She does not go off and get a job—not a full-time job. She and a cabal of high school girlfriends get the wild and crazy idea of going off to college. But how to make that happen? Living at home would cut costs. Part-time work would pay for the rest. Obviously.
Living at home, rent-free, might have its obvious advantages, but living at home with (possibly) disapproving parents could make for a bit of a fraught affair. But she and some number of her friends follow through and make it happen.
She attends a local Jesuit university, gets a degree, and gets a job in Washington, DC. She makes new friends and experiences a different world. In DC, she even meets her future husband.
This is the early 1950’s, a time dismissed in the dominant paradigm as a time of oppression by the “patriarchy.”
Oppressive or not, the time spent getting that college degree proves to be a ticket to a new life. Meanwhile, the husband ends up going to business school. Supporting all that makes for a bit a challenging affair, especially since the two of them already have one child. But, they make it work, and they make it work with great cheer and optimism. They enjoy the adventure.
One thing leads to another. He ends up having a very illuminating experience in business school and decides to go on and get a Ph.D. His vision of being an academic is modest. It is beautiful. He imagines that he could end up teaching at some leafy-green liberal arts college tucked away in the Midwest. His wife agrees to go along with this vision. The kid from Connecticut endorses it. She is an adaptable spirit.
By this time, they have three kids. Forty-seven years later, he bags a Nobel Prize in economics. The headline in the paper from his hometown put it thusly: “Central [High School] Grad Nabs Nobel Prize.” Who knew? The beautiful young lady from a very working-class, very Italian community was thrilled. She was a generous spirit.
The Nobel Prize business may be striking, but no less striking, I would suggest, is the fact that the beautiful young lady from the working-class, manufacturing town of Bristol, Connecticut—home to ESPN these last few decades—paid for her ticket to a new and bigger world with earnings from working at the corner café and with earnings from a summer job.
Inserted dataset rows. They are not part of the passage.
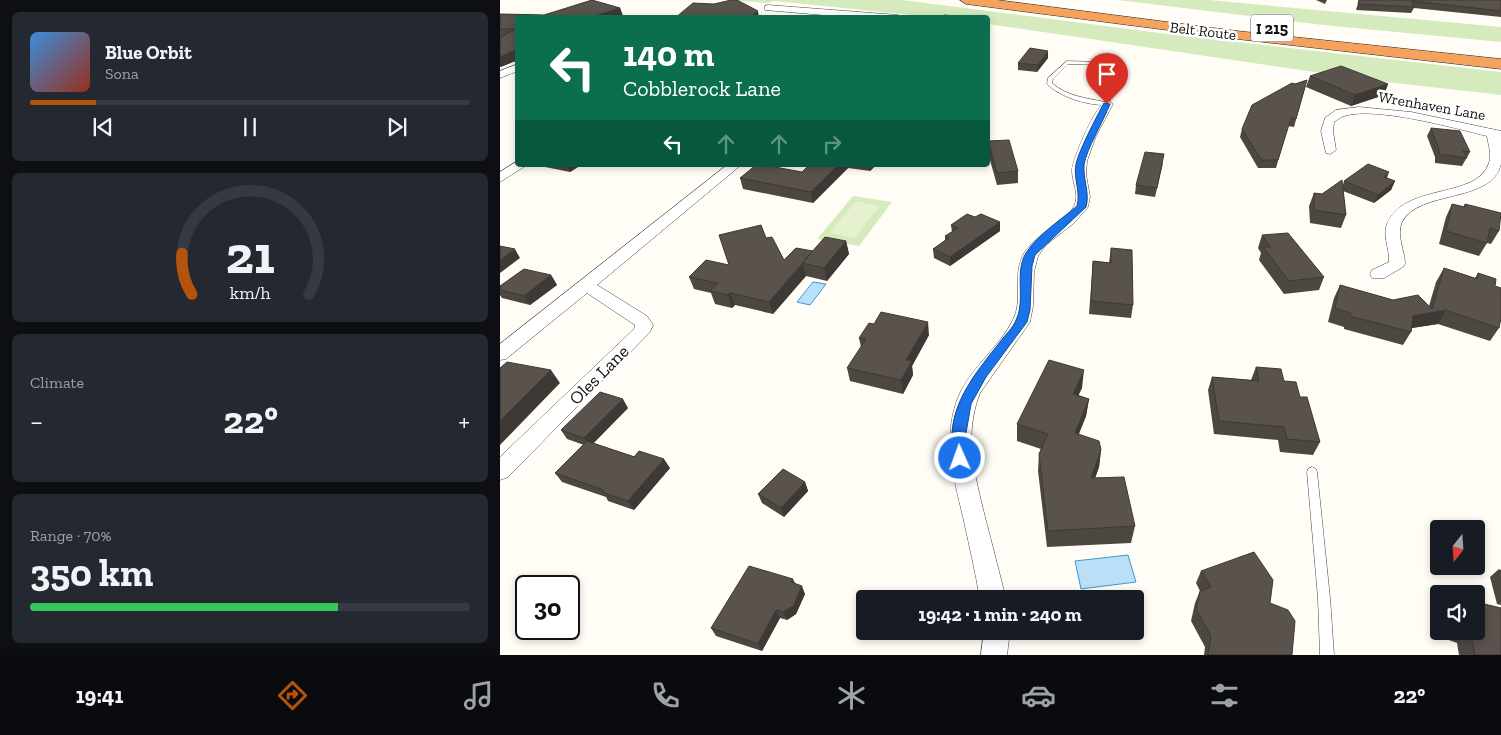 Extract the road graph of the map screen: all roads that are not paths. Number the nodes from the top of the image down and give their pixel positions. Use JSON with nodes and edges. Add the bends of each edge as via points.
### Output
{"nodes":[{"id":1,"x":966,"y":0,"type":"edge"},
{"id":2,"x":1044,"y":0,"type":"edge"},
{"id":3,"x":768,"y":8,"type":"dead end"},
{"id":4,"x":859,"y":15,"type":"edge"},
{"id":5,"x":1501,"y":52,"type":"edge"},
{"id":6,"x":1501,"y":64,"type":"edge"},
{"id":7,"x":515,"y":68,"type":"edge"},
{"id":8,"x":500,"y":75,"type":"edge"},
{"id":9,"x":1107,"y":104,"type":"junction"},
{"id":10,"x":1497,"y":134,"type":"edge"},
{"id":11,"x":1330,"y":150,"type":"dead end"},
{"id":12,"x":518,"y":167,"type":"edge"},
{"id":13,"x":733,"y":167,"type":"edge"},
{"id":14,"x":500,"y":178,"type":"edge"},
{"id":15,"x":1378,"y":274,"type":"dead end"},
{"id":16,"x":586,"y":285,"type":"junction"},
{"id":17,"x":500,"y":354,"type":"edge"},
{"id":18,"x":500,"y":471,"type":"edge"},
{"id":19,"x":1312,"y":472,"type":"dead end"},
{"id":20,"x":991,"y":590,"type":"edge"},
{"id":21,"x":996,"y":640,"type":"edge"},
{"id":22,"x":994,"y":655,"type":"edge"},
{"id":23,"x":1327,"y":655,"type":"edge"}],
"edges":[{"from":1,"to":6,"type":"highway","name":"Belt Route","number":"I 215"},
{"from":2,"to":5,"type":"highway","name":"Belt Route","number":"I 215"},
{"from":3,"to":4,"type":"street"},
{"from":7,"to":8,"type":"street"},
{"from":9,"to":9,"type":"lane","via":[[1061,92],[1053,88],[1050,79],[1068,63],[1113,67],[1116,73]]},
{"from":9,"to":20,"type":"street","via":[[1080,163],[1082,207],[1030,254],[1021,322],[964,404],[959,433],[960,458]]},
{"from":10,"to":11,"type":"street","name":"Wrenhaven Lane","via":[[1395,113],[1354,111],[1330,119]]},
{"from":10,"to":15,"type":"street","via":[[1496,158],[1487,177],[1402,212],[1393,231],[1397,264]]},
{"from":12,"to":14,"type":"street"},
{"from":13,"to":16,"type":"street"},
{"from":16,"to":17,"type":"street"},
{"from":16,"to":18,"type":"street","name":"Oles Lane","via":[[641,320],[644,325],[641,332]]},
{"from":19,"to":23,"type":"lane"},
{"from":21,"to":22,"type":"street"}]}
Who knew that one could secure a Ticket to a New World with low-wage labor?
That summer job involved working in the cultivation and processing of … tobacco. “Connecticut” and “tobacco cultivation” are not two things I would have ever paired together in my mind, except that I did have a high school teacher who had done much the same: Work in the blazing summer for some outfit that cultivated and processed tobacco … in Connecticut.
A few years before our beautiful, young Italian friend found herself working in the tobacco fields, a young fellow ventured all the way up from Atlanta, Georgia to do the same. (All the way from Atlanta? Why?) And, his objective was the same: To pay for college. He ended up spending “summers in 1944 and 1947 working on the Cullman Brothers' tobacco farm in Simsbury.”
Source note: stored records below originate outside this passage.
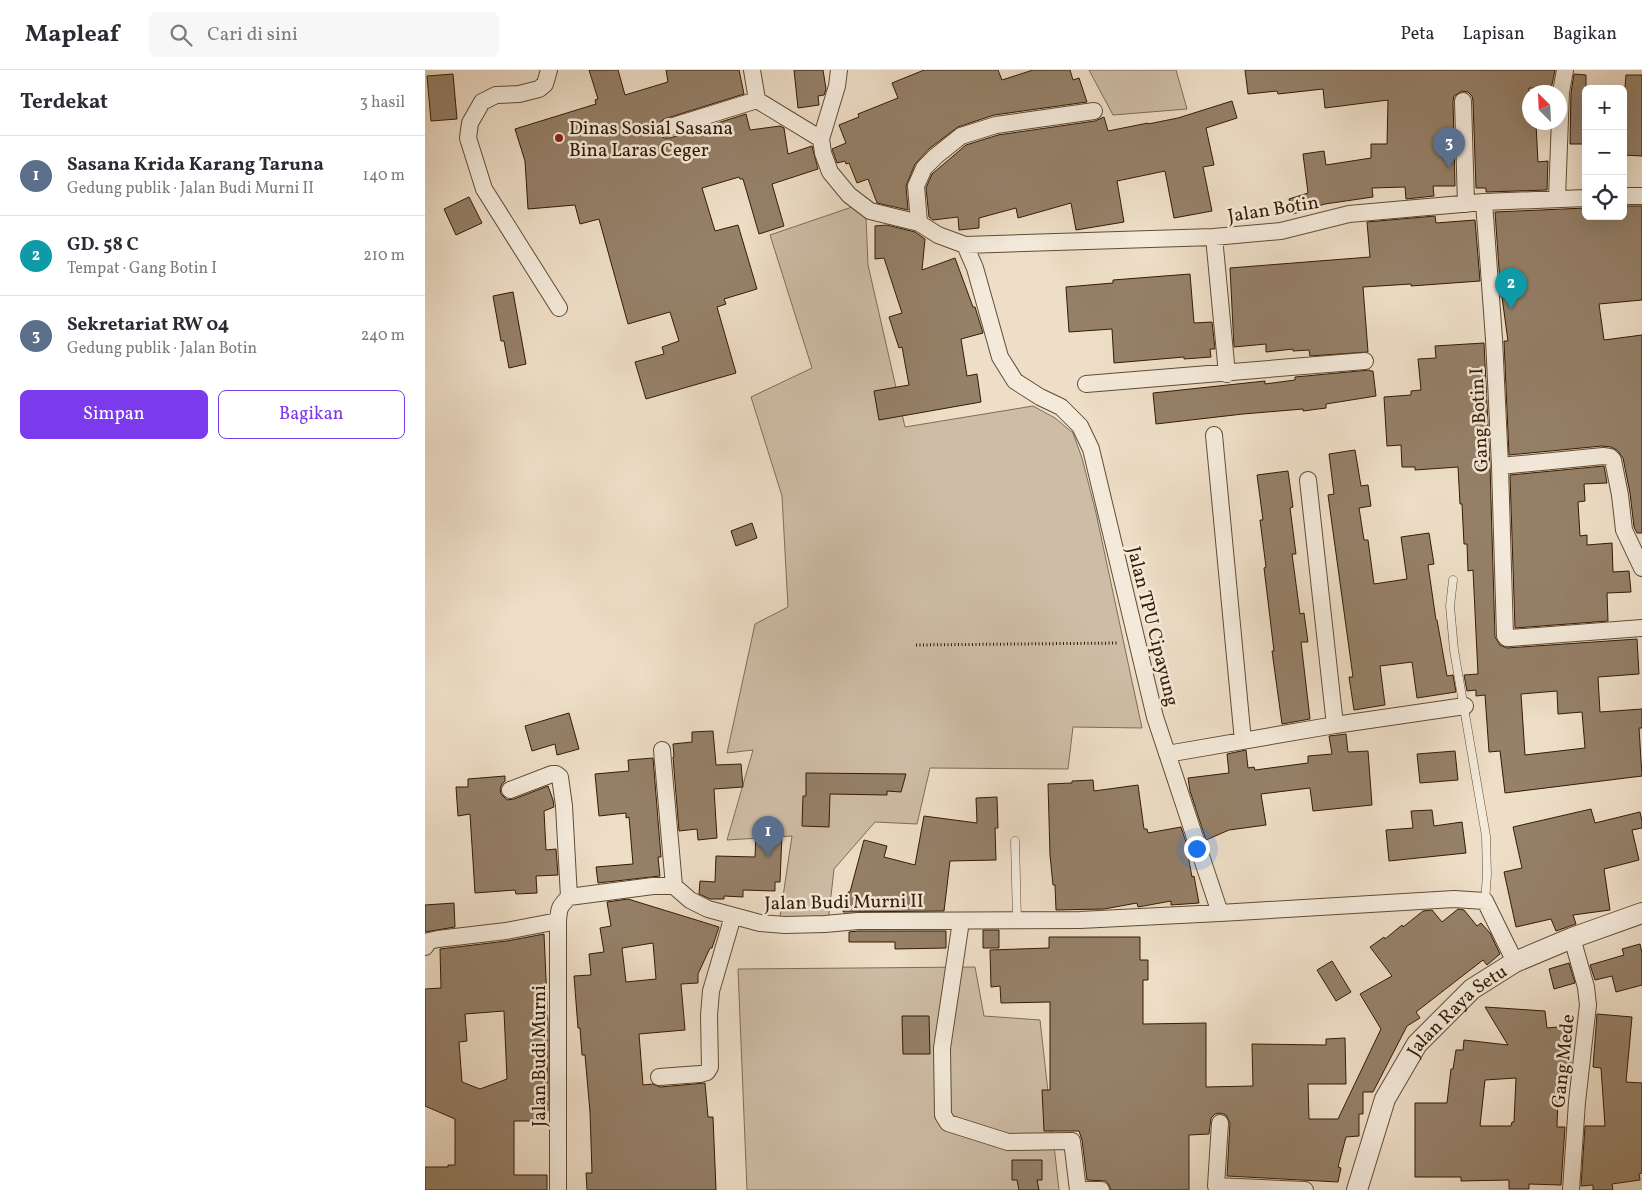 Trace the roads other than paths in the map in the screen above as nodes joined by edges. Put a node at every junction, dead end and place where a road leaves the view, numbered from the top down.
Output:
1 (549, 70) edge
2 (753, 70) edge
3 (839, 70) edge
4 (1565, 70) edge
5 (1562, 85) edge
6 (757, 100) junction
7 (1463, 101) dead end
8 (1094, 112) dead end
9 (667, 128) dead end
10 (1560, 130) edge
11 (821, 140) junction
12 (1627, 196) edge
13 (1642, 196) edge
14 (1557, 198) junction
15 (1582, 198) edge
16 (1484, 202) junction
17 (1466, 204) junction
18 (919, 223) junction
19 (1214, 237) junction
20 (965, 245) junction
21 (559, 308) dead end
22 (1365, 361) dead end
23 (1227, 374) junction
24 (1086, 384) dead end
25 (1214, 435) dead end
26 (1500, 466) junction
27 (1307, 480) dead end
28 (1642, 568) edge
29 (1453, 580) dead end
30 (1642, 628) edge
31 (1465, 706) junction
32 (1335, 725) junction
33 (1243, 741) junction
34 (663, 750) dead end
35 (1167, 754) junction
36 (510, 790) dead end
37 (1015, 841) dead end
38 (674, 886) junction
39 (569, 898) junction
40 (1485, 901) junction
41 (1219, 913) junction
42 (1642, 913) edge
43 (733, 916) junction
44 (1017, 920) junction
45 (558, 921) junction
46 (961, 921) junction
47 (1572, 938) junction
48 (431, 943) edge
49 (1515, 962) junction
50 (659, 1077) dead end
51 (1220, 1123) dead end
52 (1216, 1188) edge
53 (558, 1190) edge
54 (1078, 1190) edge
55 (1088, 1190) edge
56 (1101, 1190) edge
57 (1305, 1190) edge
58 (1357, 1190) edge
59 (1571, 1190) edge

1 - 21 street
2 - 6 street
3 - 11 street
4 - 5 street
6 - 9 street
6 - 11 street
7 - 17 street
8 - 18 street
10 - 14 street
11 - 18 street
12 - 13 street
14 - 15 street, Jalan Botin
14 - 16 street, Jalan Botin
16 - 17 street, Jalan Botin
16 - 26 street, Gang Botin I
17 - 19 street, Jalan Botin
18 - 20 street
19 - 20 street, Jalan Botin
19 - 23 street
20 - 35 street, Jalan TPU Cipayung
22 - 23 street
23 - 24 street
25 - 33 street
26 - 28 street
26 - 30 street, Gang Botin I
27 - 32 street
29 - 31 lane
31 - 32 street
31 - 40 lane
32 - 33 street
33 - 35 street
34 - 38 street
35 - 41 street, Jalan TPU Cipayung
36 - 39 street
37 - 44 lane
38 - 39 street
38 - 43 street, Jalan Budi Murni II
39 - 45 street
40 - 41 street
40 - 49 street
41 - 44 street, Jalan Budi Murni II
42 - 47 street, Jalan Raya Setu
43 - 46 street, Jalan Budi Murni II
43 - 50 street
44 - 46 street, Jalan Budi Murni II
45 - 48 street
45 - 53 street, Jalan Budi Murni
46 - 54 street
47 - 49 street, Jalan Raya Setu
47 - 59 street, Gang Mede
49 - 58 street, Jalan Raya Setu
51 - 52 street
52 - 57 street
55 - 56 street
It took some convincing for him to get his parents to let him come, and his mom still had her reservations when he set out on a train with his friend Emmett “Weasel” Proctor to head to the Hartford area.
Being a young black fellow coming from Atlanta, he had more than a few things to observe about his experience working in the fields in Connecticut. “The white people here are very nice. We go to any place we want to and sit anywhere we want to.”
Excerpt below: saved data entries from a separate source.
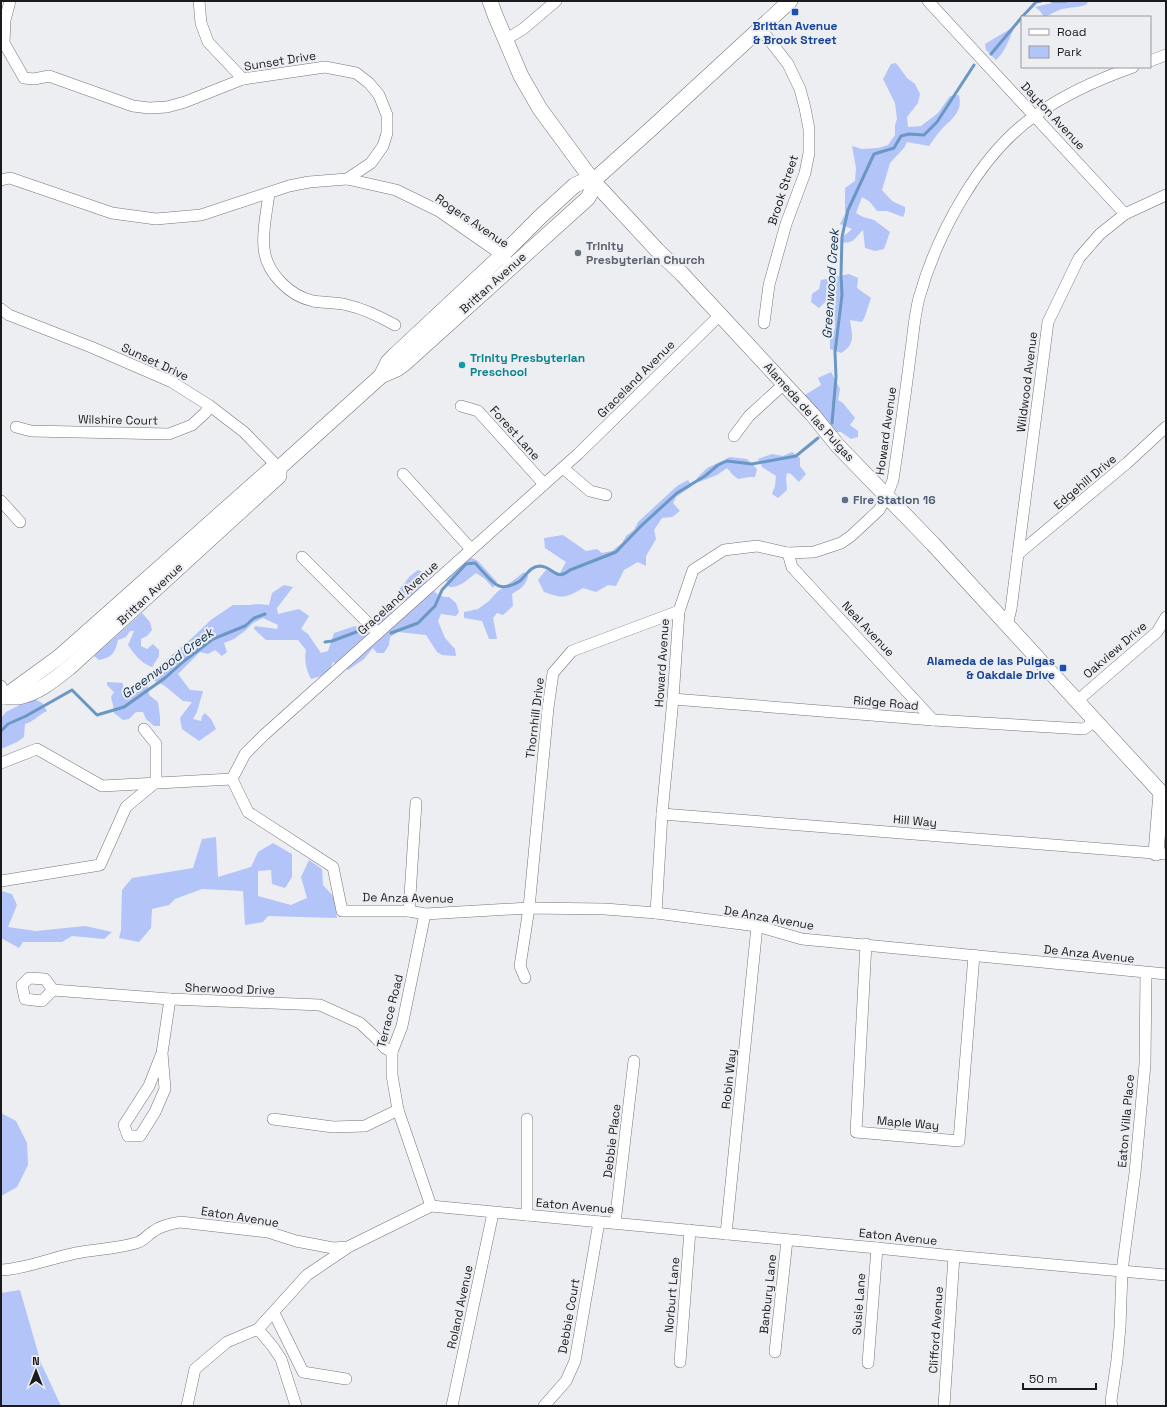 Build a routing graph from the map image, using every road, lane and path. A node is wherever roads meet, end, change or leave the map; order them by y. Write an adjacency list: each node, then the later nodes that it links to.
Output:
1 (10, 1): 9 (street, Sunset Drive)
2 (199, 1): 13 (street)
3 (490, 1): 8 (main road, Alameda de las Pulgas)
4 (790, 1): 7 (main road, Brittan Avenue)
5 (928, 1): 14 (street, Dayton Avenue)
6 (555, 2): 8 (street)
7 (760, 28): 17 (main road, Brittan Avenue); 24 (street, Brook Street)
8 (505, 40): 17 (main road, Alameda de las Pulgas)
9 (3, 44): 13 (street, Sunset Drive)
10 (1166, 55): 11 (street)
11 (1151, 61)
12 (1130, 68): 14 (street, Howard Avenue)
13 (243, 79): 15 (street, Sunset Drive)
14 (1035, 115): 20 (street, Dayton Avenue); 37 (street, Howard Avenue)
15 (347, 179): 18 (street, Sunset Drive); 21 (street, Rogers Avenue)
16 (1, 180): 18 (street, Sunset Drive)
17 (593, 180): 21 (main road, Brittan Avenue); 23 (main road, Alameda de las Pulgas)
18 (270, 193): 25 (street)
19 (1166, 195): 20 (street, Wildwood Avenue)
20 (1125, 214): 42 (street, Wildwood Avenue)
21 (506, 261): 32 (main road, Brittan Avenue)
22 (1, 309): 27 (street, Sunset Drive)
23 (720, 315): 26 (main road, Alameda de las Pulgas); 33 (street, Graceland Avenue)
24 (764, 323)
25 (395, 325)
26 (784, 384): 31 (street); 37 (main road, Alameda de las Pulgas)
27 (210, 406): 29 (street, Wilshire Court); 32 (street, Sunset Drive)
28 (461, 406): 35 (street, Forest Lane)
29 (16, 427)
30 (1166, 427): 42 (street, Edgehill Drive)
31 (734, 436)
32 (279, 468): 48 (main road, Brittan Avenue)
33 (563, 468): 35 (street, Graceland Avenue); 36 (street)
34 (402, 474): 40 (street)
35 (544, 484): 40 (street, Graceland Avenue)
36 (606, 495)
37 (887, 496): 41 (street, Howard Avenue); 46 (main road, Alameda de las Pulgas)
38 (1, 500): 39 (street)
39 (20, 522)
40 (471, 549): 47 (street, Graceland Avenue)
41 (788, 553): 44 (street, Howard Avenue); 51 (street, Neal Avenue)
42 (1018, 554): 46 (street, Wildwood Avenue)
43 (302, 557): 47 (street)
44 (679, 611): 49 (street, Howard Avenue); 62 (street, Thornhill Drive)
45 (1166, 617): 50 (street, Oakview Drive)
46 (1007, 625): 50 (main road, Alameda de las Pulgas)
47 (378, 633): 55 (street, Graceland Avenue)
48 (2, 694)
49 (673, 699): 51 (street, Ridge Road); 59 (street, Howard Avenue)
50 (1077, 701): 52 (main road, Alameda de las Pulgas)
51 (933, 720): 52 (street, Ridge Road)
52 (1095, 721): 57 (main road, Alameda de las Pulgas)
53 (144, 729): 56 (street)
54 (1, 763): 56 (street)
55 (232, 779): 56 (street); 63 (street, De Anza Avenue)
56 (156, 782): 61 (street)
57 (1164, 795): 60 (main road)
58 (416, 803): 63 (street)
59 (662, 814): 60 (street, Hill Way); 65 (street, Howard Avenue)
60 (1161, 853)
61 (1, 881)
62 (529, 908): 64 (street, De Anza Avenue); 65 (street, De Anza Avenue); 71 (street, Thornhill Drive)
63 (409, 911): 64 (street, De Anza Avenue)
64 (426, 914): 74 (street, Terrace Road)
65 (656, 914): 66 (street, De Anza Avenue)
66 (757, 926): 67 (street, De Anza Avenue); 86 (street, Robin Way)
67 (866, 944): 68 (street, De Anza Avenue); 68 (street, Maple Way)
68 (974, 955): 69 (street, De Anza Avenue)
69 (1146, 973): 70 (street, De Anza Avenue); 92 (street, Eaton Villa Place)
70 (1166, 974)
71 (525, 978)
72 (53, 990): 73 (street, Sherwood Drive)
73 (170, 999): 74 (street, Sherwood Drive); 75 (street)
74 (392, 1052): 77 (street, Terrace Road)
75 (162, 1053): 75 (street)
76 (634, 1061): 84 (street, Debbie Place)
77 (398, 1110): 78 (street); 80 (street, Terrace Road)
78 (273, 1118)
79 (527, 1120): 82 (street)
80 (431, 1206): 81 (street, Eaton Avenue); 88 (street, Eaton Avenue)
81 (493, 1213): 82 (street, Eaton Avenue); 102 (street, Roland Avenue)
82 (527, 1215): 83 (street, Eaton Avenue)
83 (598, 1222): 84 (street, Eaton Avenue); 103 (street, Debbie Court)
84 (615, 1223): 85 (street, Eaton Avenue)
85 (690, 1230): 86 (street, Eaton Avenue); 97 (street, Norburt Lane)
86 (726, 1234): 87 (street, Eaton Avenue)
87 (787, 1240): 89 (street, Eaton Avenue); 96 (street, Banbury Lane)
88 (348, 1247): 91 (street, Eaton Avenue); 94 (street)
89 (877, 1248): 90 (street, Eaton Avenue); 98 (street, Susie Lane)
90 (954, 1256): 92 (street, Eaton Avenue); 104 (street, Clifford Avenue)
91 (1, 1270)
92 (1122, 1271): 93 (street, Eaton Avenue); 105 (street, Eaton Villa Place)
93 (1166, 1275)
94 (274, 1313): 95 (street); 99 (street)
95 (258, 1329): 100 (street); 101 (street)
96 (775, 1352)
97 (680, 1362)
98 (868, 1363)
99 (346, 1379)
100 (187, 1406)
101 (296, 1406)
102 (452, 1406)
103 (544, 1406)
104 (944, 1406)
105 (1112, 1406)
I never thought that a person of my race could eat anywhere, but we ate in one of the finest restaurants in Hartford. And we went to the largest shows there.
After that summer in Connecticut, it was a bitter feeling going back to segregation. It was hard to understand why I could ride wherever I pleased on the train from New York to Washington and then had to change to a Jim Crow [racially restricted] car at the nation's capital in order to continue the trip to Atlanta... I could never adjust to the separate waiting rooms, separate eating places, separate rest rooms, partly because the separate was always unequal, and partly because the very idea of separation did something to my sense of dignity and self-respect.
Martin Luther King, Jr. had a liberating experience working in the fields of a Connecticut tobacco farm with other people—Italian-Americans, Irish-Americans, his classmates, all other Americans—laboring earnestly to secure for themselves a new life in a glorious new world. And they had fun, and broke bread together at the “finest restaurants.” The local NBC affiliate has reported thusly:
King's friends teased him that the hot sun in the tobacco fields caused him to preach, his sister, Christine King Farris, told The AP. In her book, Through It All: Reflections on My Life, My Family, and My Faith, Farris wrote that her brother underwent a “metamorphosis” as a result of his time in Connecticut.
“That was quite an experience,” Farris said.
The Cullman Brothers tobacco farm had a partnership with Morehouse College and student salaries went toward their college tuition and housing, according to Simsbury's historical society. The farm also paid for students' train fare from the South if they stayed throughout the harvest season. It gave Morehouse students a chance to travel, interact with the community and experience freedom, …
Indeed.
So, America. Maybe we should get out of the business of inflating the demand-side for ersatz “higher education.” We are stuck in an equilibrium that features high government support for the debt financing of college degrees in social justice activism. But, note, there was a time when we enjoyed an equilibrium in which college was inexpensive. It was within the reach of people willing to literally work in the fields. It was accessible to young people who were endowed with a spark to explore the world and, in their ways, both great and small, to make it a better place.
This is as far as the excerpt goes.